In 2023 at SBM David Gorski
covered the use of placebos in clinical trials. The entire article is worth reading, but here is a key passage: "Because the Salk polio vaccine was the first of its kind, science did require a placebo control (although an argument could have been made for using historical controls as a comparator), but there was a high cost. It is a cost that should never be considered lightly or accepted when not absolutely necessary. Again, ethics must always win out when designing an RCT [randomized controlled trial]. Antivaxxers think nothing of demanding massive clinical trials testing all potential combinations of vaccine ingredients against each other—and against a saline placebo, of course!—with no thought to ethics, potential harms to subjects, practicality, feasibility, and cost."
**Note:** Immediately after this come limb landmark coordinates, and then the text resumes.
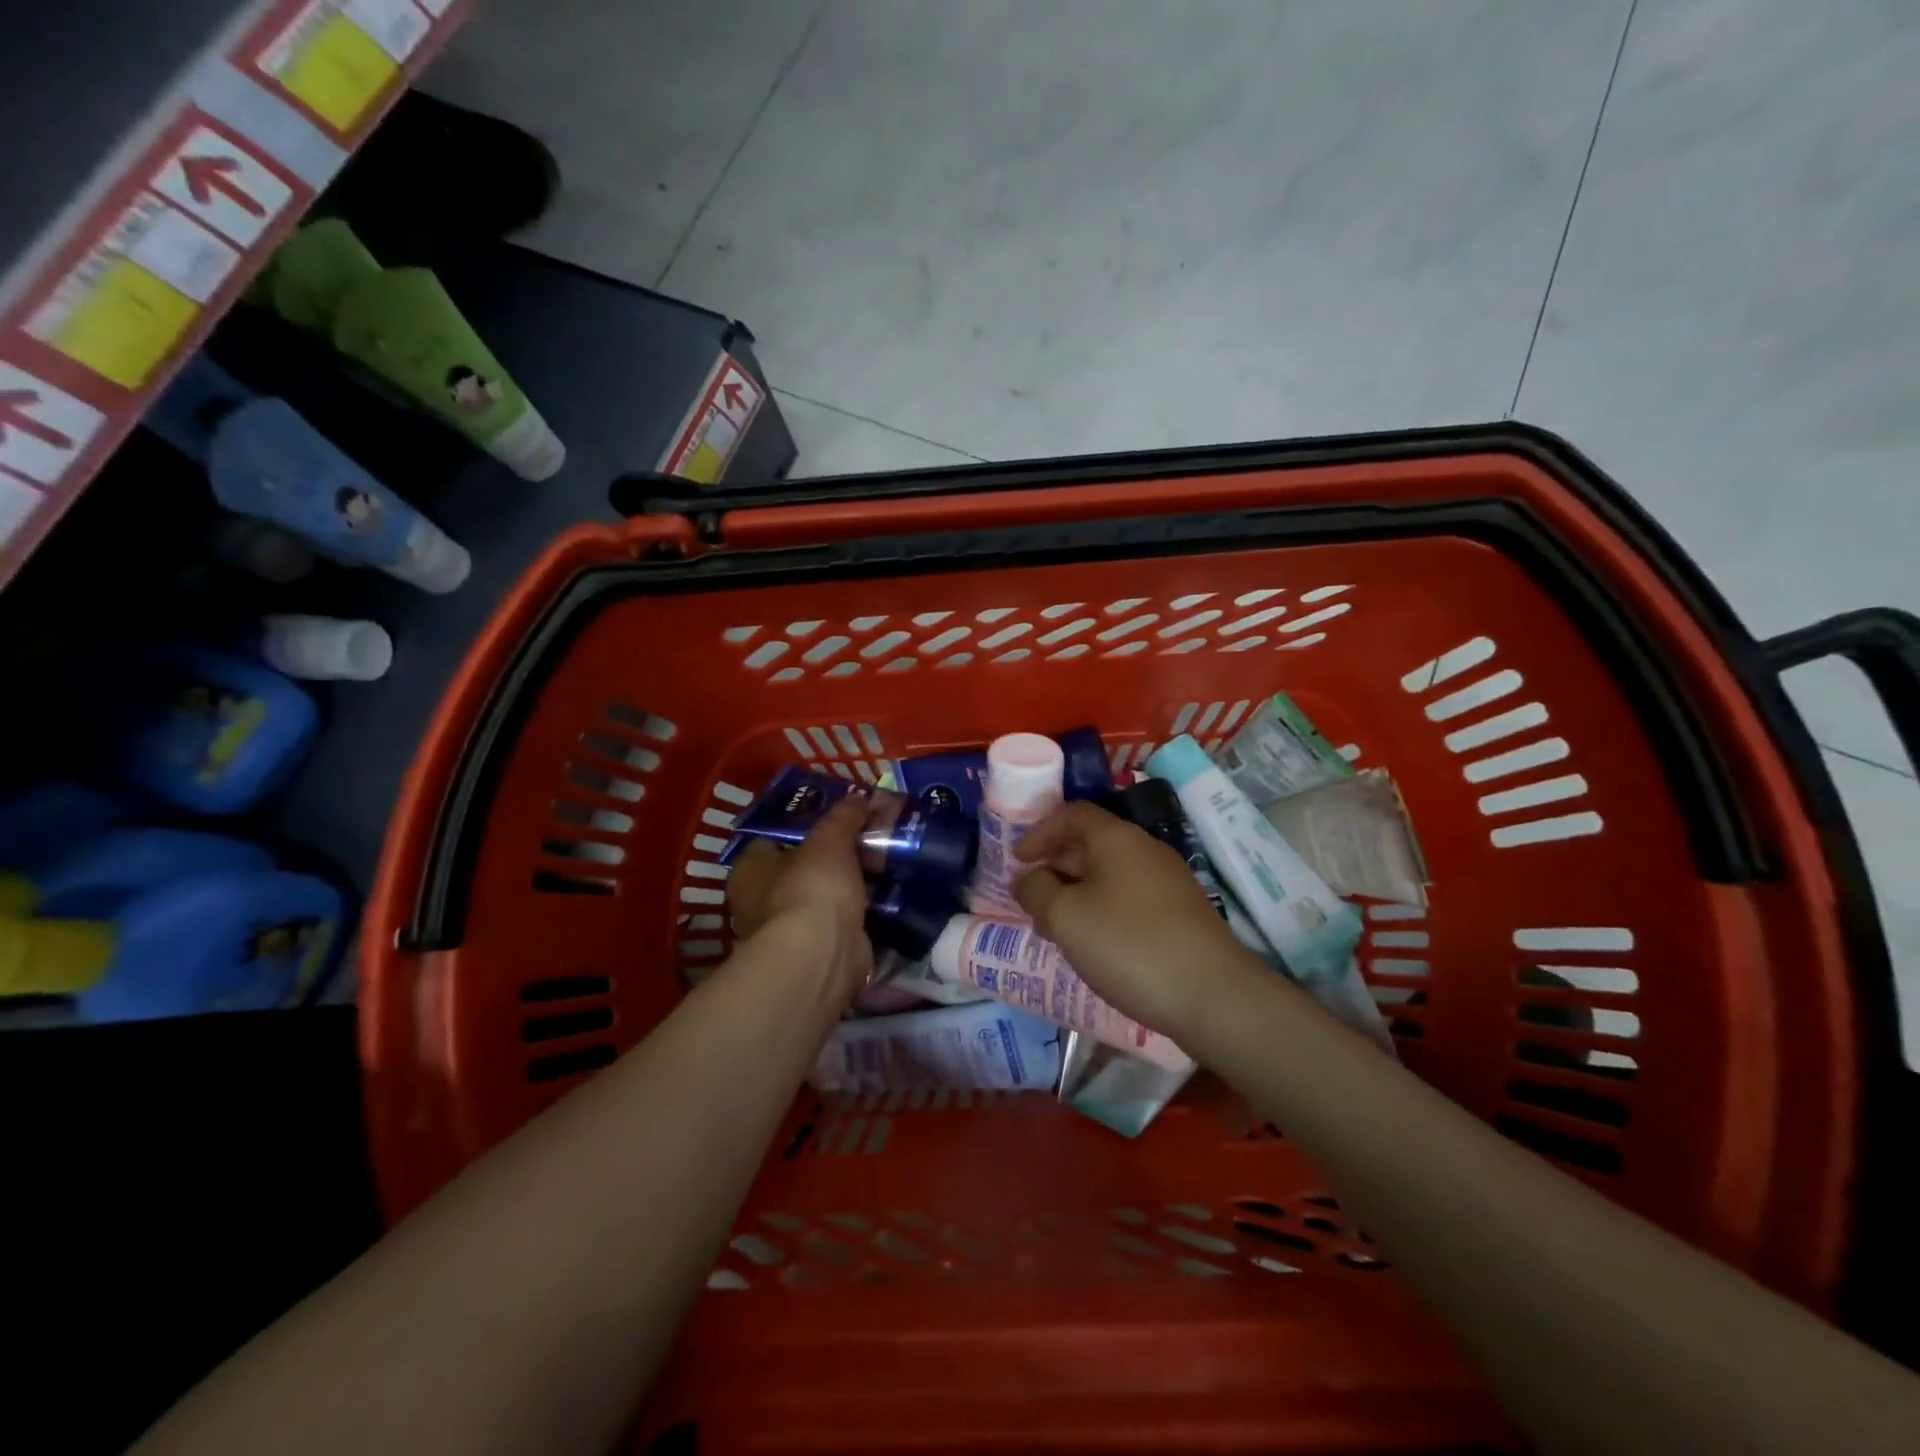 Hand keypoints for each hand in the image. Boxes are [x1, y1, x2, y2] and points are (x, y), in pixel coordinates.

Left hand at [726, 797, 873, 992]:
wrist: (824, 953)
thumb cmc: (811, 886)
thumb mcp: (830, 838)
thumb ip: (844, 816)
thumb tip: (859, 797)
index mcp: (750, 870)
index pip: (773, 838)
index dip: (804, 825)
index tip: (837, 817)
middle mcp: (761, 902)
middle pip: (802, 868)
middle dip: (835, 858)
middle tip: (869, 838)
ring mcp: (791, 931)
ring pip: (826, 897)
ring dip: (852, 886)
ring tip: (887, 862)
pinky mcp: (820, 952)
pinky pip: (844, 923)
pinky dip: (863, 913)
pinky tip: (890, 895)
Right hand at [1013, 801, 1253, 1040]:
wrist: (1213, 995)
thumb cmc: (1128, 944)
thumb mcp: (1066, 917)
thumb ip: (1036, 892)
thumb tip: (1027, 880)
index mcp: (1117, 838)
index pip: (1072, 815)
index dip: (1040, 833)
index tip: (1018, 862)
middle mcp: (1145, 850)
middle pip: (1091, 844)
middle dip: (1055, 868)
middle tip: (1031, 899)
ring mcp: (1169, 882)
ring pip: (1110, 876)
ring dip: (1077, 894)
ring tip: (1056, 928)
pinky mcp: (1181, 915)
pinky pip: (1129, 899)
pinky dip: (1103, 911)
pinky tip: (1095, 945)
Also in 2023 co-inventor of a vaccine for the rotavirus, Paul Offit,
wrote, "The casual cruelty expressed by ICAN’s lawyer can also be found in an event that occurred almost 70 years ago. In 1954, 420,000 first and second graders in the United States were inoculated with Jonas Salk’s inactivated polio vaccine; 200,000 were inoculated with salt water. It was one of the largest placebo-controlled trials of a medical product in history. Jonas Salk didn’t want to do it. He couldn’t conscience giving a saltwater shot to young children when as many as 50,000 were paralyzed by polio and 1,500 died every year. When the trial was over, the vaccine was declared “
safe, effective, and potent.” Church bells rang out; synagogues held special prayer meetings; department store patrons stopped to listen to the results of the trial over loudspeakers. How did we know that Jonas Salk’s polio vaccine was effective? We knew because 16 children died from polio in that study—all in the placebo group. We knew because 34 of the 36 children paralyzed by polio in that study were in the placebo group. These are the gentle heroes we leave behind."